Charlie Jones

Personal information
- Date of birth: 12 December 1899
- Place of birth: Troedyrhiw, Merthyr Tydfil, Wales
- Date of death: 1966 (aged 66–67)
- Height: 5 ft 7 in (1.70 m)
- Positions: Left winger; right half;

Senior career*
- Years: Team / Apps / (Gls)
- 1920–1921: Cardiff City / 1 / (0)
- 1921–1923: Stockport County / 48 / (9)
- 1923–1925: Oldham Athletic / 68 / (5)
- 1925–1928: Nottingham Forest / 100 / (22)
- 1928–1934: Arsenal / 176 / (8)

International career
- 1926–1933: Wales / 8 / (0)

Managerial career
- 1934–1935: Notts County

= Charlie Jones (footballer, born 1899) =

Welsh footballer

Charles Jones (12 December 1899 – April 1966) was a Welsh international footballer.
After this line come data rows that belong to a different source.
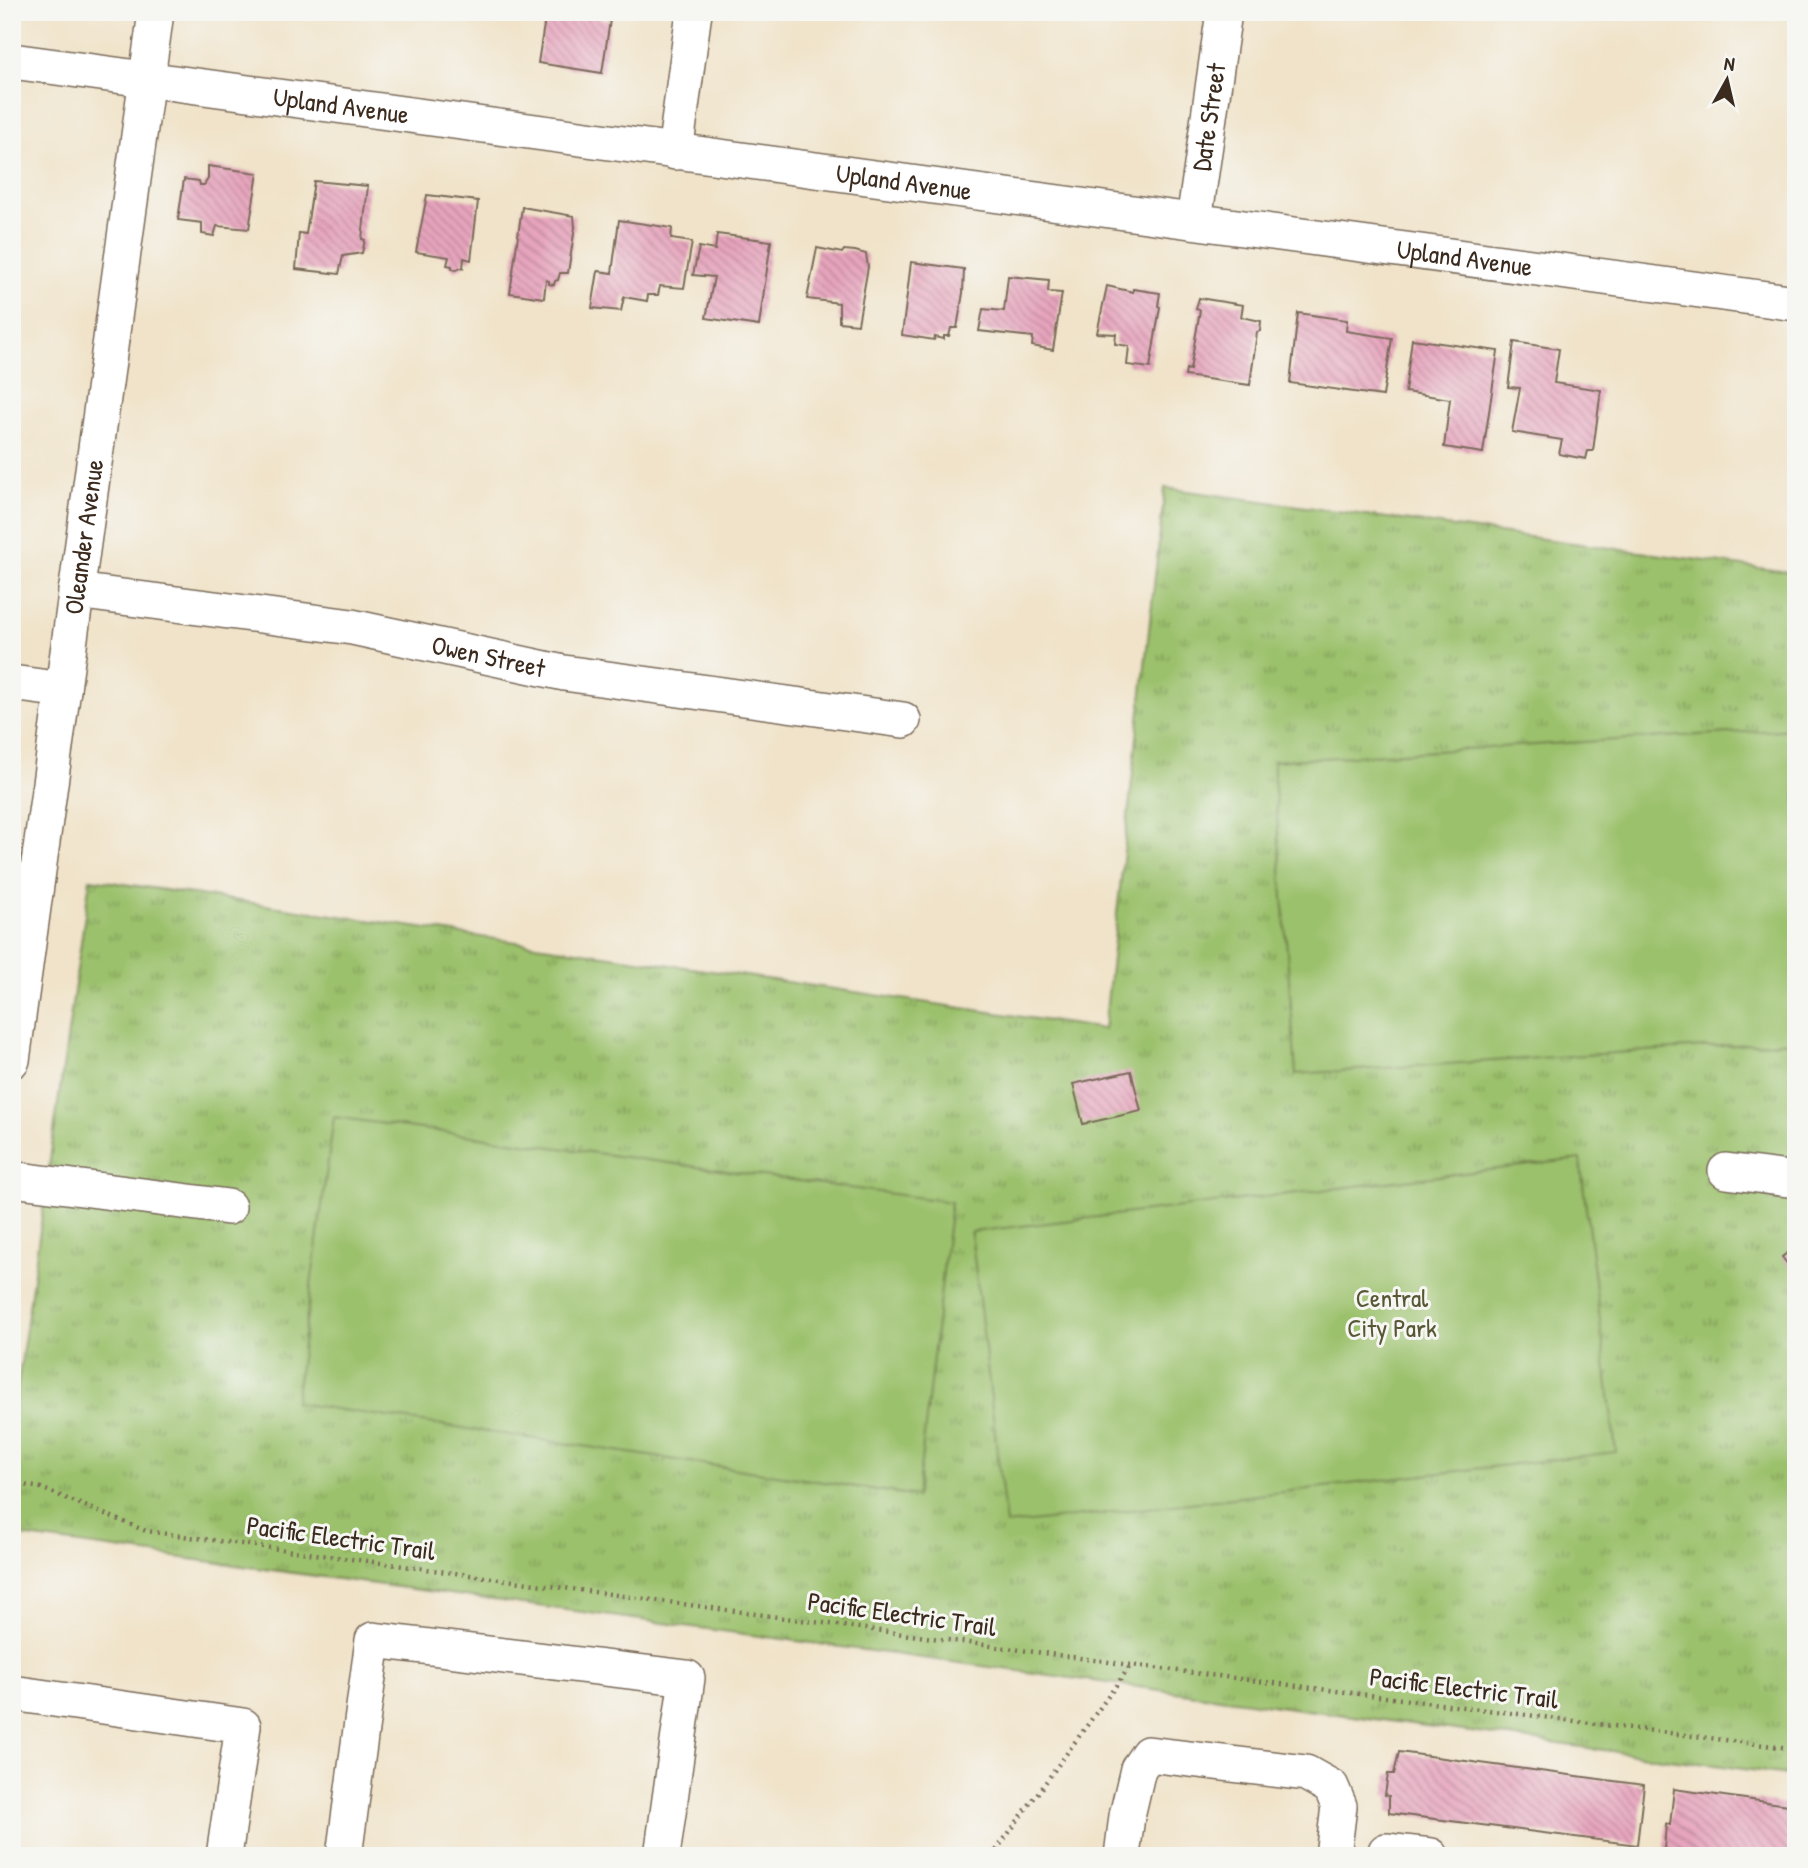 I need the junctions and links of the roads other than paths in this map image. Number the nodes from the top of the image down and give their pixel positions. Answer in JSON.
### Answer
{"nodes":[{"id":1,"x":156,"y":12,"type":"edge"},
{"id":2,"x":694,"y":12,"type":"edge"},
{"id":3,"x":1224,"y":12,"type":"edge"},
{"id":4,"x":12,"y":61,"type":"edge"},
{"id":5,"x":147,"y":79,"type":"junction"},
{"id":6,"x":675,"y":152,"type":"junction"},
{"id":7,"x":1194,"y":221,"type":"junction"},
{"id":8,"x":1796,"y":303,"type":"edge"},
{"id":9,"x":76,"y":591,"type":"junction"},
{"id":10,"x":12,"y":683,"type":"edge"},
{"id":11,"x":63,"y":690,"type":"junction"},
{"id":12,"x":903,"y":720,"type":"dead end"},
{"id":13,"x":12,"y":1060,"type":"edge"},
{"id":14,"x":1726,"y":1171,"type":"dead end"},
{"id":15,"x":12,"y":1179,"type":"edge"},
{"id":16,"x":1796,"y":1180,"type":"edge"},
{"id":17,"x":228,"y":1208,"type":"dead end"},
{"id":18,"x":12,"y":1693,"type":"edge"},
{"id":19,"x":1386,"y":1851,"type":"dead end"},
{"id":20,"x":224,"y":1856,"type":"edge"},
{"id":21,"x":344,"y":1856,"type":"edge"},
{"id":22,"x":662,"y":1856,"type":"edge"},
{"id":23,"x":1122,"y":1856,"type":"edge"},
{"id":24,"x":1333,"y":1856,"type":"edge"},
{"id":25,"x":1431,"y":1856,"type":"edge"}],
"edges":[{"from":1,"to":5,"type":"street","name":"Oleander Avenue"},
{"from":2,"to":6,"type":"street"},
{"from":3,"to":7,"type":"street","name":"Date Street"},
{"from":4,"to":5,"type":"street","name":"Upland Avenue"},
{"from":5,"to":6,"type":"street","name":"Upland Avenue"},
{"from":5,"to":9,"type":"street","name":"Oleander Avenue"},
{"from":6,"to":7,"type":"street","name":"Upland Avenue"},
{"from":7,"to":8,"type":"street","name":"Upland Avenue"},
{"from":9,"to":11,"type":"street","name":"Oleander Avenue"},
{"from":9,"to":12,"type":"street","name":"Owen Street"},
{"from":10,"to":11,"type":"street"},
{"from":11,"to":13,"type":"street","name":"Oleander Avenue"},
{"from":14,"to":16,"type":"street"},
{"from":15,"to":17,"type":"street"},
{"from":18,"to":20,"type":"street"},
{"from":19,"to":25,"type":"street"},
{"from":21,"to":22,"type":"street"},
{"from":23,"to":24,"type":"street"}]}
Born in Troedyrhiw, Merthyr Tydfil, Jones started his career at Cardiff City, but was released in the summer of 1921 after just one appearance, a 1–0 defeat to Stoke City. He joined Stockport County, and in his first season at the club (1921–22) won a Third Division North medal and promotion to the Second Division. He moved in March 1923 to First Division Oldham Athletic, but the club were relegated to the Second Division soon after he joined; Jones spent another two seasons with the Latics in the second flight, and then joined fellow Second Division side Nottingham Forest in the summer of 1925.

Jones steadily made a name for himself as a talented left winger with Forest, making over 100 appearances for them in three years. It was also while there that he picked up the first of his eight caps for Wales, excelling in a 3–1 victory over England at Selhurst Park on 1 March 1926. In addition, he went on to captain his country several times.

Jones was signed by Herbert Chapman for Arsenal in May 1928, and often played as one of the forwards as Chapman introduced the WM formation. He missed only three league games in 1929–30, although he was not selected for the Gunners' 1930 FA Cup-winning side.

However, Jones proved his versatility by moving to right half, and became known as a tenacious ball-winner and committed tackler in the Arsenal midfield. With Arsenal he won three First Division winners' medals (in 1930–31, 1932–33 and 1933–34), and played in the 1931–32 FA Cup final (which Arsenal lost controversially to Newcastle United). He also won the FA Charity Shield in 1931 and 1933. Towards the end of his career his age was starting to catch up with him, and competition for midfield places was fierce; with players such as Bob John and Frank Hill in the Arsenal squad, Jones only played 16 matches in 1932–33. However his knowledge of the game and tactical sense were still appreciated by Arsenal managers Herbert Chapman and Joe Shaw; this meant he was a regular in the 1933–34 season, at the end of which he retired from the game, at the age of 34. In all he played 195 games for Arsenal, scoring eight goals.

Jones was manager of Notts County from May 1934 to December 1935.